Mit der Sendervielfalt und der Kommerzialisierung ging der Bedeutungsverlust des Sportstudios einher. Das wird heute auch gerne Fußball-Studio genannt, weil in dem monothematischen Format kaum noch Platz für anderen Sport ist. Bis das ZDF indes am späten Abend die Spiele der Bundesliga zeigt, wurden alle Tore und Szenen schon woanders drei Mal rauf und runter gesendet. Einzig mit den ersten Free-TV-Bildern aus dem Abendspiel kann das Format punkten. Bei Bayern gegen Dortmund geht die Post ab. Das Duell kann auch Wolfsburg gegen Hoffenheim lauten. Und torlos enden.

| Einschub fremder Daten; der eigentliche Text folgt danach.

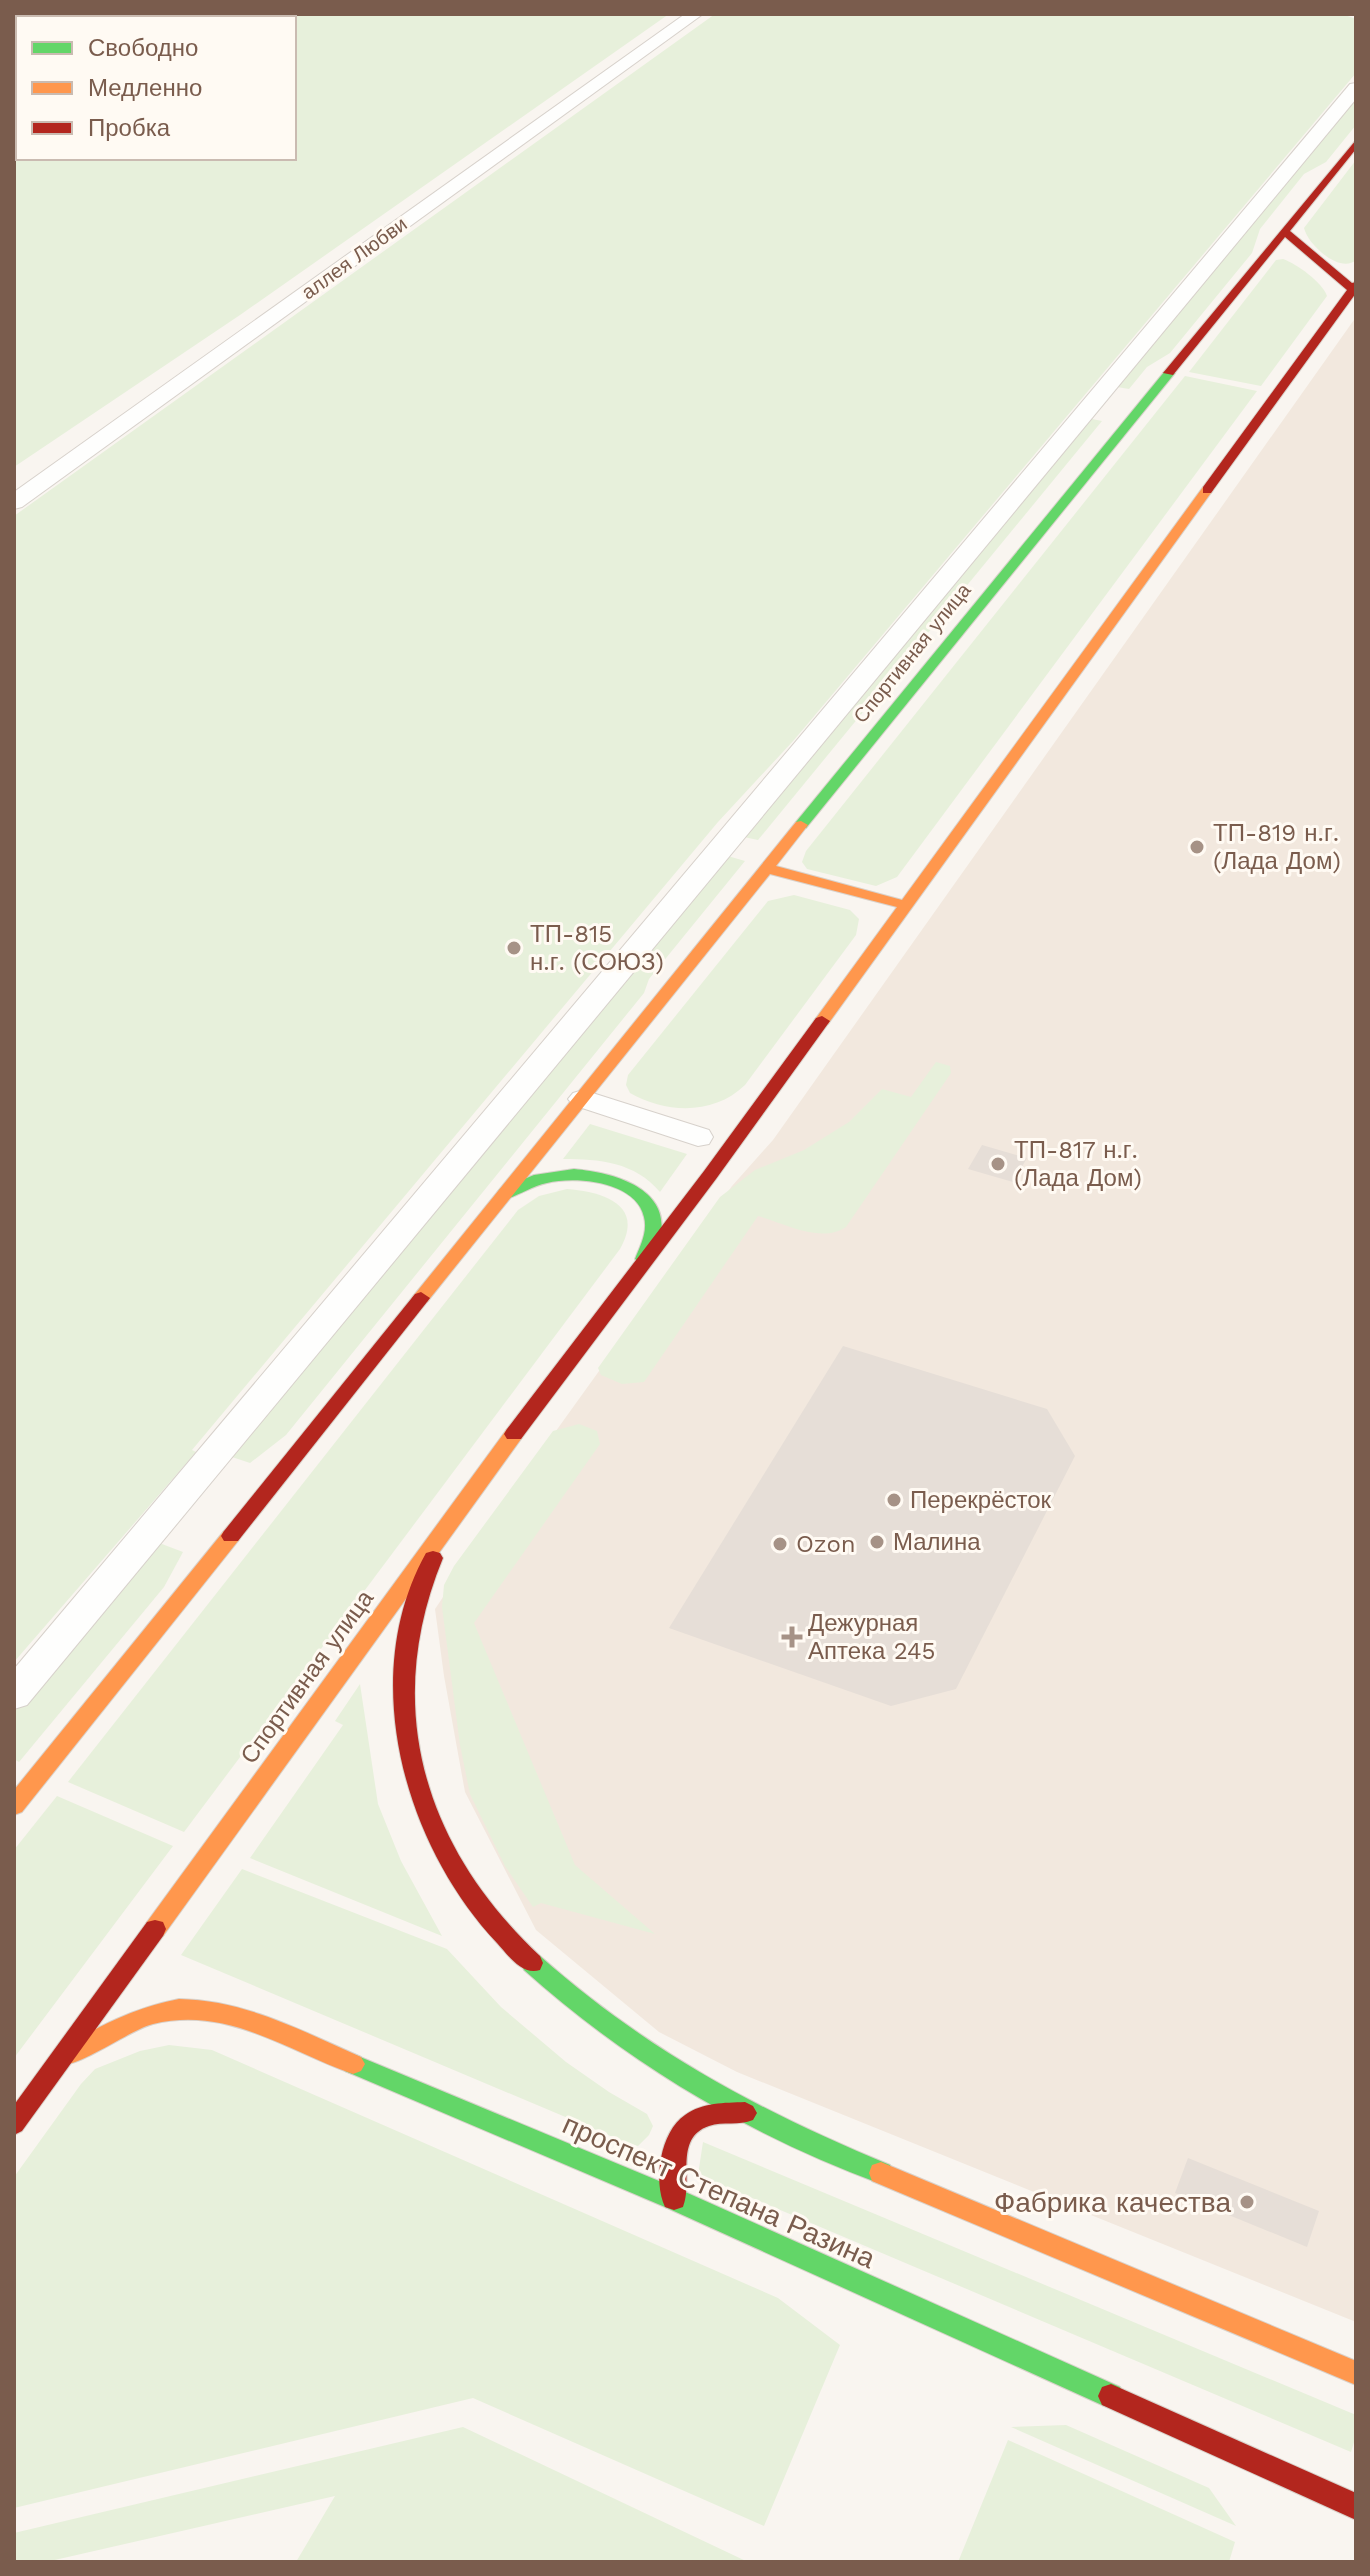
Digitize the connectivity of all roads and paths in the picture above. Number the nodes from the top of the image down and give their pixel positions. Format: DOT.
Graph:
graph roads {
  1 [pos="695,14"];
  2 [pos="1356,88"];
  3 [pos="1356,143"];
  4 [pos="1284,231"];
  5 [pos="1355,287"];
  6 [pos="14,502"];
  7 [pos="766,868"];
  8 [pos="905,905"];
  9 [pos="583,1099"];
  10 [pos="698,1137"];
  11 [pos="506,1193"];
  12 [pos="643,1261"];
  13 [pos="448,1525"];
  14 [pos="14,1695"];
  15 [pos="36,1779"];
  16 [pos="14,1793"];
  17 [pos="14,1806"];
  18 [pos="55,2065"];
  19 [pos="745,2113"];
  20 [pos="14,2124"];
  21 [pos="674,2199"];
  22 [pos="1356,2373"];
  23 [pos="1356,2507"];
  1 -- 6 [label="street, аллея Любви"];
  2 -- 14 [label="street"];
  3 -- 4 [label="main road, Спортивная улица"];
  4 -- 5 [label="main road"];
  4 -- 7 [label="main road, Спортивная улица"];
  5 -- 8 [label="main road, Спортивная улица"];
  7 -- 8 [label="main road"];
  7 -- 9 [label="main road, Спортивная улица"];
  8 -- 12 [label="main road, Спортивная улица"];
  9 -- 10 [label="street"];
  9 -- 11 [label="main road, Спортивная улица"];
  11 -- 12 [label="main road, Спортивная улица"];
  11 -- 15 [label="main road, Спортивная улица"];
  12 -- 13 [label="main road, Спортивная улица"];
  13 -- 18 [label="main road, Спортивная улица"];
  13 -- 19 [label="main road"];
  15 -- 16 [label="main road"];
  15 -- 17 [label="main road, Спортивная улица"];
  18 -- 20 [label="main road, Спортивная улица"];
  18 -- 21 [label="main road, проспект Степана Разина"];
  19 -- 21 [label="main road"];
  19 -- 22 [label="main road"];
  21 -- 23 [label="main road, проспект Степана Разина"];
}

Es fehlt schon mal die Tiefen-Schärfe

Mit der Bedeutung des Sportstudios hat auch das Interesse der Gäste abgenommen. Die müssen zeitig angefragt werden und verbitten sich schon mal Fragen, wie Paul Breitner Ende April zum Thema „Uli Hoeneß und Schweizer Steuermodelle“. Die Moderatoren Katrin Müller-Hohenstein, Sven Voss und Michael Steinbrecher fördern nur noch selten wirklich Neues zu Tage. Bei kritischen Themenbereichen fehlt schon mal die Tiefen-Schärfe. Der Gast soll ja wiederkommen.

Die Besucher aus dem Profifußball flüchten sich gerne in Allgemeinphrasen. Häme für Farblosigkeit nehmen sie in Kauf, wohlwissend, dass ihnen forsche und selbstbewusste Töne von den selben Kritikern bei nächster Gelegenheit als arrogante und großmäulige Wortattacken ausgelegt werden. So reden die Gäste im Sportstudio vor jeweils zwei Millionen TV-Zuschauern am späten Samstagabend zwar oft viel. Sie sagen aber wenig. So wie 1969 der Prinz von Homburg.